Improving workflow efficiencies while reducing administrative burden

Not only is data a vital tool for health care professionals but being able to access that information in a timely manner that doesn’t add to the administrative burden that can sometimes fall on care coordinators is crucial to improving the care continuum. Whether they work for a hospital, doctor’s office, accountable care organization or insurer, data is their friend.

SDOH data, along with clinical and claims data, is helpful in coordinating patient care among providers and facilitating dialogue among interdisciplinary care teams. It’s also valuable in educating patients about their condition, answering questions, ensuring patients get the appropriate treatments and other coordinator duties. Social determinants can guide referrals to needed services such as mental health, crisis, housing and employment assistance.

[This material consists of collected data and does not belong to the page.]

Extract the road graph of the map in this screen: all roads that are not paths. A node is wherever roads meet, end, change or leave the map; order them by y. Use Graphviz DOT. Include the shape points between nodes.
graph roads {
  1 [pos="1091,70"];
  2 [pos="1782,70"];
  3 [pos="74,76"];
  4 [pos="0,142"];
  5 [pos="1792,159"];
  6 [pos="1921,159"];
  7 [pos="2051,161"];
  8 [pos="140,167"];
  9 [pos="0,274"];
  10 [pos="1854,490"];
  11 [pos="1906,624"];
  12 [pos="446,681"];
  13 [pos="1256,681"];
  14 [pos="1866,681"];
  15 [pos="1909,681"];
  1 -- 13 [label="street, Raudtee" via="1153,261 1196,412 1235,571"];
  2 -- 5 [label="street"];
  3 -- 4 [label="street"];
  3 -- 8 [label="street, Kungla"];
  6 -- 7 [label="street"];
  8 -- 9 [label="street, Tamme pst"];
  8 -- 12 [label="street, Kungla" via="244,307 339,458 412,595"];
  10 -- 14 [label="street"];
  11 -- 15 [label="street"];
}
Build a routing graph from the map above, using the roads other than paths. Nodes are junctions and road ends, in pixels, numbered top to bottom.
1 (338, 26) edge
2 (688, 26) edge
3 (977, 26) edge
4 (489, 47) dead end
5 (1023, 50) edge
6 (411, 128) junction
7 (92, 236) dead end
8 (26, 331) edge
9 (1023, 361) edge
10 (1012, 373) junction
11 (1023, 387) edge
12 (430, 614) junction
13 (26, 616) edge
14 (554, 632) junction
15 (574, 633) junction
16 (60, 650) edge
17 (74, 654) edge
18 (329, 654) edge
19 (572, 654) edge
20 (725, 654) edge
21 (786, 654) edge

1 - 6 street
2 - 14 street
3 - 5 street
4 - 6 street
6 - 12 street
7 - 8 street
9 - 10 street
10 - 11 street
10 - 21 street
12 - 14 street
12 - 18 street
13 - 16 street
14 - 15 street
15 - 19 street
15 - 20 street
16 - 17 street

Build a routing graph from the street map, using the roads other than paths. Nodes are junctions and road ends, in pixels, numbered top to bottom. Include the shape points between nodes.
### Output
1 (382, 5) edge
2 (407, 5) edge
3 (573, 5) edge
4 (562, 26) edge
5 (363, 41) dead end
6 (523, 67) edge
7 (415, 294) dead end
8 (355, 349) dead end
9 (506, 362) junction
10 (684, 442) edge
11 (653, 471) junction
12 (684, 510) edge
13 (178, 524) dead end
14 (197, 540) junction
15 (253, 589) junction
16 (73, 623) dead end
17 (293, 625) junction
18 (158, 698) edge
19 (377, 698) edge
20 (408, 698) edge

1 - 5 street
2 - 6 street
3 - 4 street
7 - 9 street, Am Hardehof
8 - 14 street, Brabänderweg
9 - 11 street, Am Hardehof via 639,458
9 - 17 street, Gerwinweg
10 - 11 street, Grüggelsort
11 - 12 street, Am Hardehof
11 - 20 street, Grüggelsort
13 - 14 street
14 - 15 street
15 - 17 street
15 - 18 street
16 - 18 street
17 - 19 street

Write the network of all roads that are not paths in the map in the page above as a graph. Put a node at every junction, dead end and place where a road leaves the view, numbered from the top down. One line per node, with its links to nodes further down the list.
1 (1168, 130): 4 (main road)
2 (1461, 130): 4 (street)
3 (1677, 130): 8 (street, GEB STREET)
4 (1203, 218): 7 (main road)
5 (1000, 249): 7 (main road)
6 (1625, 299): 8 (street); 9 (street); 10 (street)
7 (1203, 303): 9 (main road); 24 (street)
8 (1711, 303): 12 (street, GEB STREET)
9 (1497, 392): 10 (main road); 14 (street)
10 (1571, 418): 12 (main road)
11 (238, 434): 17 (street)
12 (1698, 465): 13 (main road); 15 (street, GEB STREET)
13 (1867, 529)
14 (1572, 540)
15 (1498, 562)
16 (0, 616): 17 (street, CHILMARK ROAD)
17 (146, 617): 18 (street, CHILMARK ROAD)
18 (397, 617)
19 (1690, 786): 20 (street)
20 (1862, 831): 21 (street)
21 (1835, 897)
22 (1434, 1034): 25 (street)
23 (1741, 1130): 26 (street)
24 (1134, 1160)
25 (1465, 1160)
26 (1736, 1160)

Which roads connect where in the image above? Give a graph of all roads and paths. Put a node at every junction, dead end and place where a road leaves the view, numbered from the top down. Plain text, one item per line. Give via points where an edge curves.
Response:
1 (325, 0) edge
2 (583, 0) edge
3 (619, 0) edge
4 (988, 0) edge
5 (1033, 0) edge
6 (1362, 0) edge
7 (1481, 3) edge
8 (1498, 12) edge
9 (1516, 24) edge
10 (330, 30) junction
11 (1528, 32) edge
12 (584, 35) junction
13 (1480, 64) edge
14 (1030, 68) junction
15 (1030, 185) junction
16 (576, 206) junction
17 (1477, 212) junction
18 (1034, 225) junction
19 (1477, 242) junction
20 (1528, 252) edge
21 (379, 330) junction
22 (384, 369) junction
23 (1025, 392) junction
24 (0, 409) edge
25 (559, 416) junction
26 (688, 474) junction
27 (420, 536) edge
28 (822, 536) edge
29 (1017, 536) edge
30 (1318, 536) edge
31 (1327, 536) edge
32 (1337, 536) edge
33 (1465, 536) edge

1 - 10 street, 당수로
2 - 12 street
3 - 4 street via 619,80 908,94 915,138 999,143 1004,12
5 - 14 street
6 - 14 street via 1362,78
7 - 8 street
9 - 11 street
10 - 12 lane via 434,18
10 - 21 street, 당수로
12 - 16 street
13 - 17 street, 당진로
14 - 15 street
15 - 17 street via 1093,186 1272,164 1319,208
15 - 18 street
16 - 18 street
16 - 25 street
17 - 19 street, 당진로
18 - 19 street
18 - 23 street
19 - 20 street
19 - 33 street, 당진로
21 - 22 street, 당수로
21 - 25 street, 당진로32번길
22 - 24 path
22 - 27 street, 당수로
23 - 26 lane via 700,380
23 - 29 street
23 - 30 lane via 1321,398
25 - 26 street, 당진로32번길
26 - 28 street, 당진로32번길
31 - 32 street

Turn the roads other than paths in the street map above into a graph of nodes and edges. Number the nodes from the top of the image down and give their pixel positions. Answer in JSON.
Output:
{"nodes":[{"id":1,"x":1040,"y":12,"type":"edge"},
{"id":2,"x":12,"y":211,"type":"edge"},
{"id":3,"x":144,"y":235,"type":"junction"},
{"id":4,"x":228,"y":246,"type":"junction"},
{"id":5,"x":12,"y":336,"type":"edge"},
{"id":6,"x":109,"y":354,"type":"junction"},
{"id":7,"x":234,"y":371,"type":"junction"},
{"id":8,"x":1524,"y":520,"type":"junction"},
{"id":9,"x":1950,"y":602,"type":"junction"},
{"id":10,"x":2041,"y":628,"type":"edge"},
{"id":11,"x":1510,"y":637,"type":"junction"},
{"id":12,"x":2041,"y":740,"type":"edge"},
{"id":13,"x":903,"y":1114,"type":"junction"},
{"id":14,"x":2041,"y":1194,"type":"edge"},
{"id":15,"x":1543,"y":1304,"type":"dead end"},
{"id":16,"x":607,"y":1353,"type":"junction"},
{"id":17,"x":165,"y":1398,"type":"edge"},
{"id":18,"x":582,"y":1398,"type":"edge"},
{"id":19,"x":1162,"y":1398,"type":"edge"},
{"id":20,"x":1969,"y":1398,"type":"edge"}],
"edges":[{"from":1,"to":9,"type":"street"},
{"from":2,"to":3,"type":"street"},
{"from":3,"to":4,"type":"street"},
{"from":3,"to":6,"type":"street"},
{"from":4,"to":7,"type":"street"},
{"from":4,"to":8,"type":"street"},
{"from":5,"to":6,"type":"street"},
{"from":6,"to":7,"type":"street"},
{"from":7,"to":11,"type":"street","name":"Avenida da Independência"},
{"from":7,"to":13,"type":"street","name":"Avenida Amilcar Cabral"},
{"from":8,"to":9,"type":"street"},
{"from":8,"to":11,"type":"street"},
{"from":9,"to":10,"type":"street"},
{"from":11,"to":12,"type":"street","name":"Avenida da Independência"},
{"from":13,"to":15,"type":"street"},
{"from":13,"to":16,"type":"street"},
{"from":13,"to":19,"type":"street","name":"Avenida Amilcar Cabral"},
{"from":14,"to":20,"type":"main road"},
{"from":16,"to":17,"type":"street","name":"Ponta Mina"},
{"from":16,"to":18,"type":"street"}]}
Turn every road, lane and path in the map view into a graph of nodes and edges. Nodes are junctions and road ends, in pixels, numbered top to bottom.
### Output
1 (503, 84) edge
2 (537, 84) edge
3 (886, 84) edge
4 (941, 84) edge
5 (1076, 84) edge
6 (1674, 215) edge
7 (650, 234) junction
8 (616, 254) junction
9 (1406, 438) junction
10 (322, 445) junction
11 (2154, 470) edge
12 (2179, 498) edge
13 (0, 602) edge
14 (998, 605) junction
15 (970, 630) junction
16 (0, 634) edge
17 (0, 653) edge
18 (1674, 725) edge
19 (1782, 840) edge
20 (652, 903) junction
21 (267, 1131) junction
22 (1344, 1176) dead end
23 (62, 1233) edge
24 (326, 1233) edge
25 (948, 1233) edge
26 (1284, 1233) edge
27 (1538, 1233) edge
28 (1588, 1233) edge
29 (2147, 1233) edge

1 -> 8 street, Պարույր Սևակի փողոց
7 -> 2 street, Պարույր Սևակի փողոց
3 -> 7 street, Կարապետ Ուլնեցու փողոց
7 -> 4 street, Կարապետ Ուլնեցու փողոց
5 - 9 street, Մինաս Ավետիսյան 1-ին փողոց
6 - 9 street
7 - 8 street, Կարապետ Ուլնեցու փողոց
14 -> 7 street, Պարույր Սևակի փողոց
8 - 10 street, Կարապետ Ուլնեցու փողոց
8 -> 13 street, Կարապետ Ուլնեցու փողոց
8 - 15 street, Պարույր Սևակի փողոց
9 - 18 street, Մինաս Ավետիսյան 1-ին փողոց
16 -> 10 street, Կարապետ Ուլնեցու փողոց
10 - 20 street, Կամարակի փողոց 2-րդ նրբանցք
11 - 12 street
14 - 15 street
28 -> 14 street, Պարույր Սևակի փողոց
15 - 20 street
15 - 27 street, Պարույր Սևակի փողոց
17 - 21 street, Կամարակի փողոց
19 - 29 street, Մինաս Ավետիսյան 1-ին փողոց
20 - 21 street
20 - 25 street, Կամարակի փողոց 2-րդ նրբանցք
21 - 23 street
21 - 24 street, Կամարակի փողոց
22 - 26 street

Such information should be easily accessible by those who need to know, integrated efficiently into the workflow.

How to make a whole person care model scalable

How do we create a home and community-based care model that is scalable across America that focuses on whole person care?

Technology is a key factor in the solution, enabling the timely sharing of relevant and actionable information. We must combine predictive technology, a comprehensive decision system and evidence-based protocols with skilled, empathetic and appropriate care. That’s how we ensure that every patient receives the right amount of post-acute care, in the right setting, in the right amount of time.

All the parties involved in a patient’s care — including the patient — must be engaged in making this happen. Ongoing communication and coordination must be effective and efficient. The role of prevention must increase, proactively addressing the root causes rather than just treating the symptoms. In caring for the whole person and not just the condition, we must consider all the relevant factors.

When all that happens, resources are optimized. Care outside the walls of the acute setting becomes holistic and equitable, providers and health plans reduce their costs related to unnecessary care and readmissions and patients enjoy more days at home. After all, there’s no place like it.